PIMP: Rufnummern-Erkennung inklusive Discounter-Daten

Auch in Zeiten von Flatrates und Inklusiv-Minuten stellt sich oft die Frage, zu welchem Provider eine Nummer gehört.

Früher war die ganze Geschichte ja spielend einfach: 0171 ist die Telekom und 0172 D2 Mannesmann. Mittlerweile kann man allerdings nicht mehr so einfach feststellen, zu welchem Provider eine Vorwahl gehört. Aber auch dafür gibt es Apps, eine ganze neue ist PIMP – People in my Pocket.

Für das iPhone gibt es schon einige Apps, die die Herkunft einer Rufnummer anzeigen können.

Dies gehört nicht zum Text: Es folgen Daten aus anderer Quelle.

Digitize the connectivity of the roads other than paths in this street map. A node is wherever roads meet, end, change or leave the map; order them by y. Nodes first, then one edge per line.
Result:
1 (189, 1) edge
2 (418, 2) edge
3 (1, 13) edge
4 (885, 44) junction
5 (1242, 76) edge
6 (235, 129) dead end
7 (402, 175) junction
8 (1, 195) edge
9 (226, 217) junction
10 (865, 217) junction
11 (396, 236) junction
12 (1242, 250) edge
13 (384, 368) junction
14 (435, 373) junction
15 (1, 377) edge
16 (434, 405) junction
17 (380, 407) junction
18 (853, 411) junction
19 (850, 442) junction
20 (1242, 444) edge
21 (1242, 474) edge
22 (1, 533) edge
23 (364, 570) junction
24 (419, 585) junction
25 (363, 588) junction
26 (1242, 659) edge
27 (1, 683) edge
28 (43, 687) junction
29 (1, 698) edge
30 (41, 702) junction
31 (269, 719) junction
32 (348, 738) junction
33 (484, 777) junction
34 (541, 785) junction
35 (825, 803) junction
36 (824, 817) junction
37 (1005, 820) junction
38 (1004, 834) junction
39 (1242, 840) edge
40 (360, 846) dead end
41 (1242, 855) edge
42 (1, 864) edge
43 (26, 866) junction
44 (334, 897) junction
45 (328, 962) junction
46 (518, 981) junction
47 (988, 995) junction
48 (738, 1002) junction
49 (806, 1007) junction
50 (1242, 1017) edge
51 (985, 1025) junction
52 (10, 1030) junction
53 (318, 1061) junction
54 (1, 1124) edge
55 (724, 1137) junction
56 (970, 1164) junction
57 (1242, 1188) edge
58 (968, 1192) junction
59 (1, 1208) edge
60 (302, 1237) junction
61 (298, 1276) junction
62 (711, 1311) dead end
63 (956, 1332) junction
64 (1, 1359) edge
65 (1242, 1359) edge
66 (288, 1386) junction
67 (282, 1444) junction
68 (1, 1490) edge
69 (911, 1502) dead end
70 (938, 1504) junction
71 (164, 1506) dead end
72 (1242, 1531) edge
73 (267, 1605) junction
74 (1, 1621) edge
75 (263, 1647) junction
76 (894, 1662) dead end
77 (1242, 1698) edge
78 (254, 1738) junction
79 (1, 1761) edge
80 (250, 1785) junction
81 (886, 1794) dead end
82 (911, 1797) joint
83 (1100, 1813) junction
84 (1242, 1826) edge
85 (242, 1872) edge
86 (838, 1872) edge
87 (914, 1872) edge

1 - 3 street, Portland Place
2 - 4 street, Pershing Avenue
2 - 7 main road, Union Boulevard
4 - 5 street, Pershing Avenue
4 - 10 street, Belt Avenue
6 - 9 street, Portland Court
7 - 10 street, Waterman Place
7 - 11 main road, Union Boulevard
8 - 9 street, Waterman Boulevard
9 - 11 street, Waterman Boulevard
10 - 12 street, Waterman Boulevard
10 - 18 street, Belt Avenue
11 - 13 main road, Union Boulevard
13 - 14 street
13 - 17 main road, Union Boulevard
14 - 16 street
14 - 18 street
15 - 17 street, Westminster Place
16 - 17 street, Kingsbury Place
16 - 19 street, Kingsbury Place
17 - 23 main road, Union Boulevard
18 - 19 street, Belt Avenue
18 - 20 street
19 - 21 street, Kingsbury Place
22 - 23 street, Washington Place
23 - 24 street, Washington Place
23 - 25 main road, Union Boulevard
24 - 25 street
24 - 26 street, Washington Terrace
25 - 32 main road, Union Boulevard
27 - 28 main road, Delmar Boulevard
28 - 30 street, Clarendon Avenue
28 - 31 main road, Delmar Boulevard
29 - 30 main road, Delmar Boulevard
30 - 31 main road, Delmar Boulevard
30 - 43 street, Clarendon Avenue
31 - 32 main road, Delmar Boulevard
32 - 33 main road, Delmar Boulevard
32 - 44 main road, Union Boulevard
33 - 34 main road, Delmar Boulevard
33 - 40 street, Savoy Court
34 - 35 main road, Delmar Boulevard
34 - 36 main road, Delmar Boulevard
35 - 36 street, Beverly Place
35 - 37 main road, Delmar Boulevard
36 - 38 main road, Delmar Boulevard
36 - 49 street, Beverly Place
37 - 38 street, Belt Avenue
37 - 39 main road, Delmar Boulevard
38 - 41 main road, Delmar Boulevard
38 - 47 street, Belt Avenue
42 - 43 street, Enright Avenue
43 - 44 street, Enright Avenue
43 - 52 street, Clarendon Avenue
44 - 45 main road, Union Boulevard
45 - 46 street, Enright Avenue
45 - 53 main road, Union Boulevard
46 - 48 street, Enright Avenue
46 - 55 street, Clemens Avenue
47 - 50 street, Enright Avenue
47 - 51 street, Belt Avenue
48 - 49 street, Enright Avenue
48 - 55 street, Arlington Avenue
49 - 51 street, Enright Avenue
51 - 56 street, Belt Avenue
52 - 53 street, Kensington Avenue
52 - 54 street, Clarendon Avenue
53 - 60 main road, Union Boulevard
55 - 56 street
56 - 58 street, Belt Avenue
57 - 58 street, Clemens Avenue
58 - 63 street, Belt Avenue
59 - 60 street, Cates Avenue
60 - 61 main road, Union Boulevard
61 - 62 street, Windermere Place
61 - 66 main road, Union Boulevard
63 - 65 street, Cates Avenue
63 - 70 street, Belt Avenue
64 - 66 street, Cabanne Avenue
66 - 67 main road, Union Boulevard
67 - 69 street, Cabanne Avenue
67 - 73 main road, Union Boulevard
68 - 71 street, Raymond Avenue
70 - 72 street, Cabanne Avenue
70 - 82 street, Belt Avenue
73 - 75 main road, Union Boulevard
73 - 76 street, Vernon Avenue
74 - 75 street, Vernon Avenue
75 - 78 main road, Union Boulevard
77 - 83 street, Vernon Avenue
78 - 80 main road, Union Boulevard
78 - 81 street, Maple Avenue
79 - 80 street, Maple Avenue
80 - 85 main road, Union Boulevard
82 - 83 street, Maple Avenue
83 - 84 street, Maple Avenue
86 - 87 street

PIMP (App Store-Link) ist am heutigen Montag erschienen und wird kostenlos angeboten. Der Vorteil zu den anderen Apps ist hier, dass auch Discounter richtig angezeigt werden sollen.

In unserem Test funktionierte die Einordnung in die vier Hauptnetze von Telekom, Vodafone, o2 und E-Plus problemlos. Bei vielen Rufnummern wird auch der Discounter angezeigt, allerdings weißt dieses System teilweise noch Lücken auf. Immerhin: Es werden keine falschen Discounter-Daten angezeigt, sie fehlen höchstens.

Wer also kostenlos oder günstiger in seinem eigenen Discounter-Netz telefonieren kann, hat mit PIMP die Möglichkeit, seine Kontakte zu überprüfen. Zusätzlich zur einfachen Anzeige der Daten gibt es noch eine Statistik für das gesamte Adressbuch, die inklusive einer grafischen Darstellung aus Kuchendiagramm angezeigt werden kann.